AGI - L'inchiesta della Dda di Milano sulla presunta esistenza di un "sistema mafioso lombardo" che vedrebbe in Lombardia un'alleanza tra esponenti di cosa nostra, 'ndrangheta e camorra è stata smontata dal gip di Milano Tommaso Perna. Il giudice, con un'ordinanza di custodia cautelare, ha concesso solo 11 misure in carcere e rigettato la richiesta per altri 142 indagati.
"Non è stato possibile ricavare l'esistenza di un'associazione di tipo confederativo che raggruppa al suo interno le diverse componenti criminali - sottolinea il giudice - Quel che è del tutto assente nella presente indagine, da una parte, è la prova dell'esistenza del vincolo associativo tra tutti i sodali rispetto al sodalizio consortile, dall'altra, dell'esternazione del metodo mafioso che deve caratterizzare l'unione tra persone e beni, tale da assurgere al rango di un fatto penalmente rilevante".
Secondo il gip, dall'inchiesta condotta dai carabinieri del nucleo investigativo di Milano, invece, "è emersa la presenza di contatti tra alcuni appartenenti alle singole componenti criminali, per lo più basati su specifiche conoscenze personali e in ogni caso afferenti a cointeressenze rispetto a singoli affari, talvolta leciti e talaltra illeciti, circostanza questa, che diversamente da quanto ipotizzato dalla pubblica accusa, non costituisce un elemento innovativo nel contesto lombardo". La pm Alessandra Cerreti - da quanto appreso - ha impugnato l'ordinanza davanti al Tribunale del Riesame.
Tra gli indagati figura anche il pregiudicato per mafia Paolo Aurelio Errante Parrino, 76 anni, ritenuto il punto di riferimento del mandamento di Castelvetrano nel Nord Italia. Secondo la pm Alessandra Cerreti, avrebbe mantenuto i rapporti con Matteo Messina Denaro "rappresentando il punto di raccordo tra il sistema mafioso lombardo e l'ex latitante", scomparso lo scorso 25 settembre, "a lui trasferendo comunicazione relative ad argomenti esiziali per l'associazione mafiosa". Per lui i pm dell'antimafia avevano chiesto la custodia cautelare in carcere. Istanza respinta dal gip.

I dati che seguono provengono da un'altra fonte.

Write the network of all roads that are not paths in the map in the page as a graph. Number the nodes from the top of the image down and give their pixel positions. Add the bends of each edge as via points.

Sono state le dichiarazioni del pentito Emanuele De Castro, figura di vertice della "locale" di 'ndrangheta di Lonate Pozzolo (Varese) arrestato nel 2019 nell'operazione "Krimisa", a dare impulso alla maxi inchiesta della Dda e dei Carabinieri del nucleo investigativo di Milano sull'esistenza di un presunto "sistema mafioso lombardo". È quanto emerge dall'ordinanza di custodia cautelare del gip di Milano Tommaso Perna. In particolare, De Castro avrebbe fornito alla procuratrice aggiunta Alessandra Dolci e alla pm Alessandra Cerreti i nomi di Massimo Rosi (arrestato) e Gaetano Cantarella, detto 'Tanu u' curtu', dal cui monitoraggio gli inquirenti sarebbero partiti per ricostruire i legami tra i vari esponenti dei clan di Cosa Nostra, 'ndrangheta e camorra.

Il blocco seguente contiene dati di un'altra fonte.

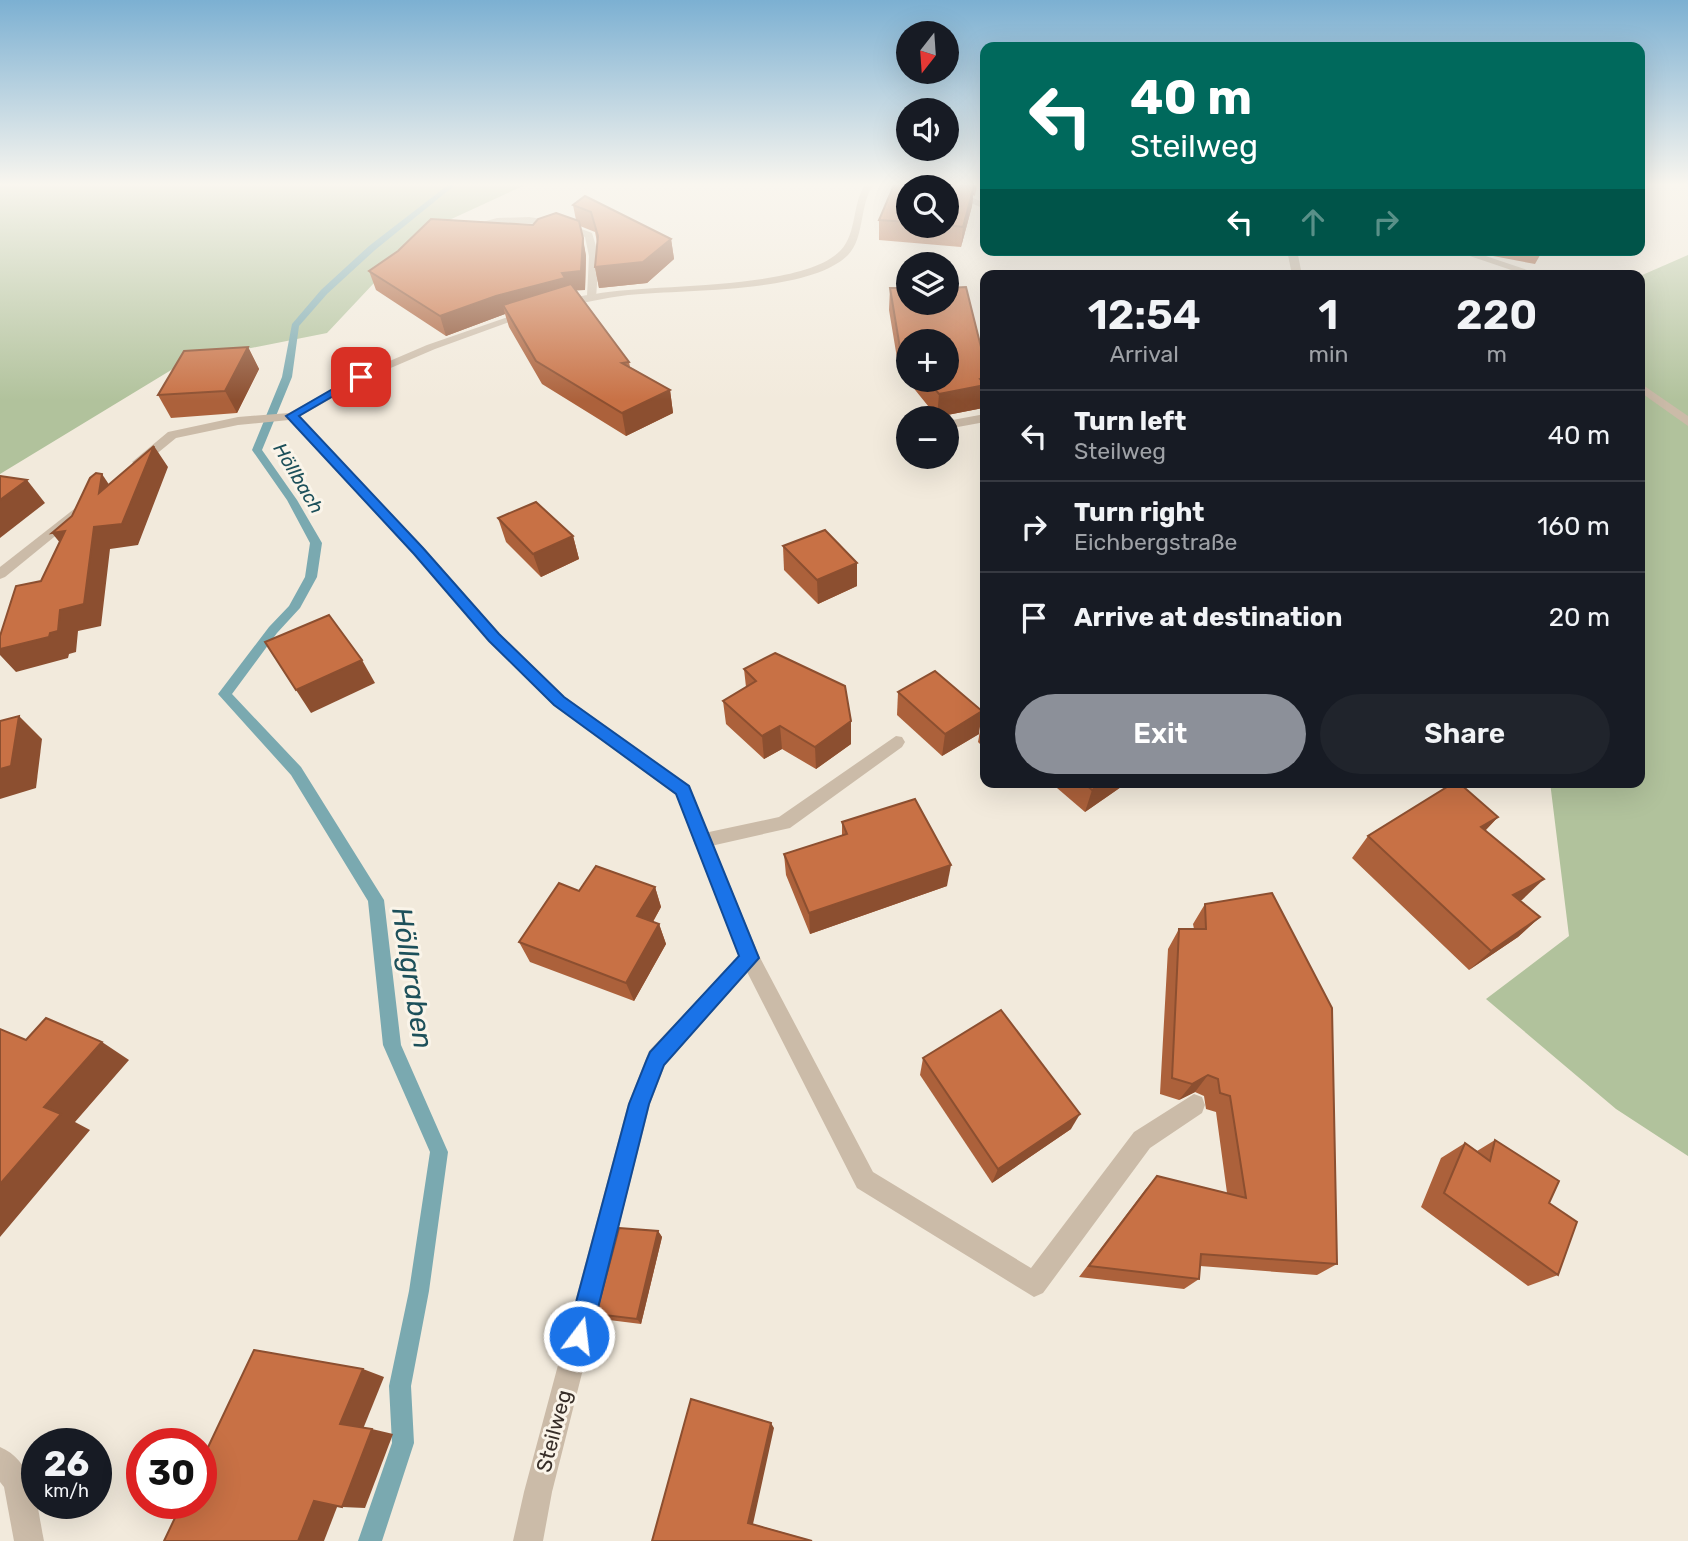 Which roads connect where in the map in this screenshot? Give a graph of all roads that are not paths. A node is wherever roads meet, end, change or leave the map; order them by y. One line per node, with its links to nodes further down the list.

A Rosi, 37enne con precedenti, è stato attribuito un ruolo centrale nella "creazione di un sistema mafioso di tipo trasversale". Una ricostruzione non condivisa dal gip che ha ritenuto, invece, che Rosi abbia agito "soprattutto nel settore del narcotraffico" in qualità di "componente apicale della locale di Legnano-Lonate Pozzolo, talvolta interagendo con singoli esponenti di altri gruppi".

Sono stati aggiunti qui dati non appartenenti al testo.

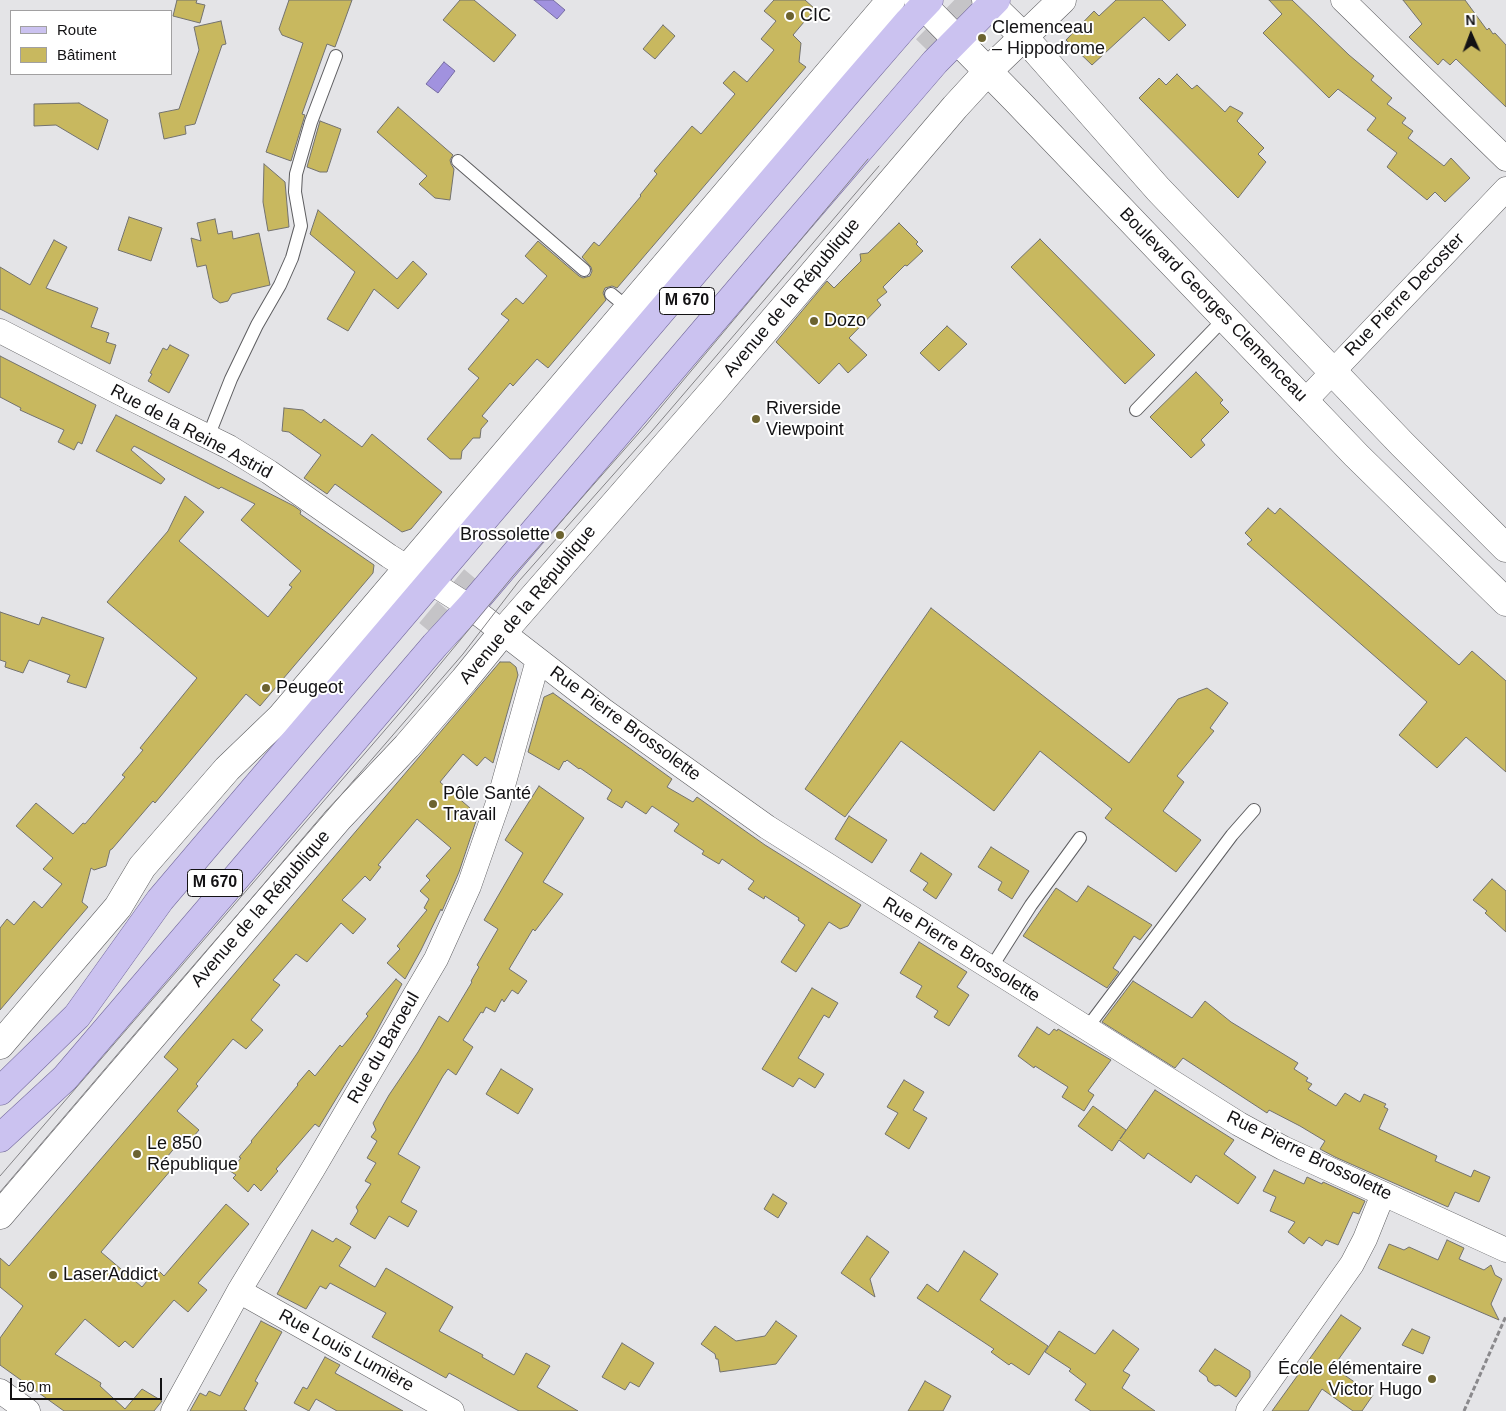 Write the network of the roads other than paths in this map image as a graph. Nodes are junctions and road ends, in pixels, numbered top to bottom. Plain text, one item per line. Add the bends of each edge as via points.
1 (891, 0) edge
2 (1062, 0) edge
3 (1343, 0) edge
4 (923, 2) edge
5 (991, 2) edge
6 (1023, 36) junction
7 (957, 40) junction
8 (919, 43) tunnel mouth
9 (336, 56) dead end
10 (988, 71) junction
11 (1506, 159) edge
12 (458, 161) dead end
13 (1506, 189) edge
14 (584, 270) dead end
15 (1225, 318) junction
16 (0, 331) edge
17 (1333, 372) junction
18 (1305, 401) junction
19 (1136, 410) dead end
20 (208, 437) junction
21 (1506, 548) edge
22 (407, 568) junction
23 (472, 568) tunnel mouth
24 (450, 594) junction
25 (1506, 602) edge
26 (503, 632) junction
27 (538, 660) junction
28 (1254, 810) dead end
29 (1080, 838) dead end
30 (991, 968) junction
31 (77, 1016) junction
32 (1087, 1028) junction
33 (0, 1045) edge
34 (0, 1091) edge
35 (0, 1107) edge
36 (0, 1136) edge
37 (1383, 1194) junction
38 (0, 1215) edge
39 (1506, 1250) edge
40 (239, 1291) junction
41 (0, 1391) edge
42 (28, 1411) edge
43 (172, 1411) edge
44 (452, 1411) edge
45 (1248, 1411) edge

1 - 22 street via 620,301
2 - 6 street, Avenue de la République
3 - 11 street
4 - 7 street, Boulevard Georges Clemenceau
4 - 24 main road via 851,88
5 - 6 street
5 - 7 main road
6 - 10 street, Avenue de la République
6 - 17 street via 1158,189
7 - 10 street, Boulevard Georges Clemenceau
7 - 24 main road via 763,262
8 - 23 main road, M 670 via 905,71
9 - 20 lane via 296,174 300,226 292,258 231,379
10 - 15 street, Boulevard Georges Clemenceau
10 - 26 street, Avenue de la République
12 - 14 lane
13 - 17 street, Rue Pierre Decoster
15 - 18 street, Boulevard Georges Clemenceau
15 - 19 lane
16 - 20 street, Rue de la Reine Astrid
17 - 18 street, Rue Pierre Decoster
17 - 21 street
18 - 25 street, Boulevard Georges Clemenceau
20 - 22 street, Rue de la Reine Astrid via 269,472
22 - 24 street, Rue de la Reine Astrid
22 - 33 street via 281,717 227,769 142,867 118,907
24 - 26 street, Rue Pierre Brossolette
24 - 31 main road via 160,900
24 - 36 main road via 435,645 65,1078
26 - 27 street, Rue Pierre Brossolette
26 - 38 street, Avenue de la République via 416,735 338,819
27 - 30 street, Rue Pierre Brossolette via 767,827
27 - 40 street, Rue du Baroeul via 499,800 452,926 436,959
28 - 32 lane
29 - 30 lane
30 - 32 street, Rue Pierre Brossolette
31 - 34 main road
31 - 35 main road, M 670
31 - 36 main road, M 670 via 423,628
32 - 37 street, Rue Pierre Brossolette via 1239,1124
37 - 39 street, Rue Pierre Brossolette
37 - 45 street via 1352,1264
40 - 43 street, Rue du Baroeul
40 - 44 street, Rue Louis Lumière
41 - 42 street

"Le indagini hanno svelato l'esistenza di una organizzazione a struttura orizzontale all'interno della quale non esiste un vertice, ma più gruppi che si muovono parallelamente e che, in virtù di un accordo preventivo, assumono determinazione comuni funzionali allo sviluppo dell'associazione stessa". È quanto sostiene la pm della Dda di Milano, Alessandra Cerreti, negli atti della maxi inchiesta condotta dai Carabinieri del nucleo investigativo che ha portato all'esecuzione di 11 misure cautelari in carcere, alla notifica 153 avvisi di chiusura delle indagini e al sequestro preventivo di beni per oltre 225 milioni di euro. In questo contesto, - osserva il magistrato inquirente, "anche le diatribe tra le diverse componenti", come, ad esempio, quella tra Gioacchino Amico, presunto referente del clan Senese con i Pace della componente castelvetranese, "trovano una soluzione funzionale e necessaria a mantenere in vita quell'accordo () che consente, a tutti, di trarre profitto".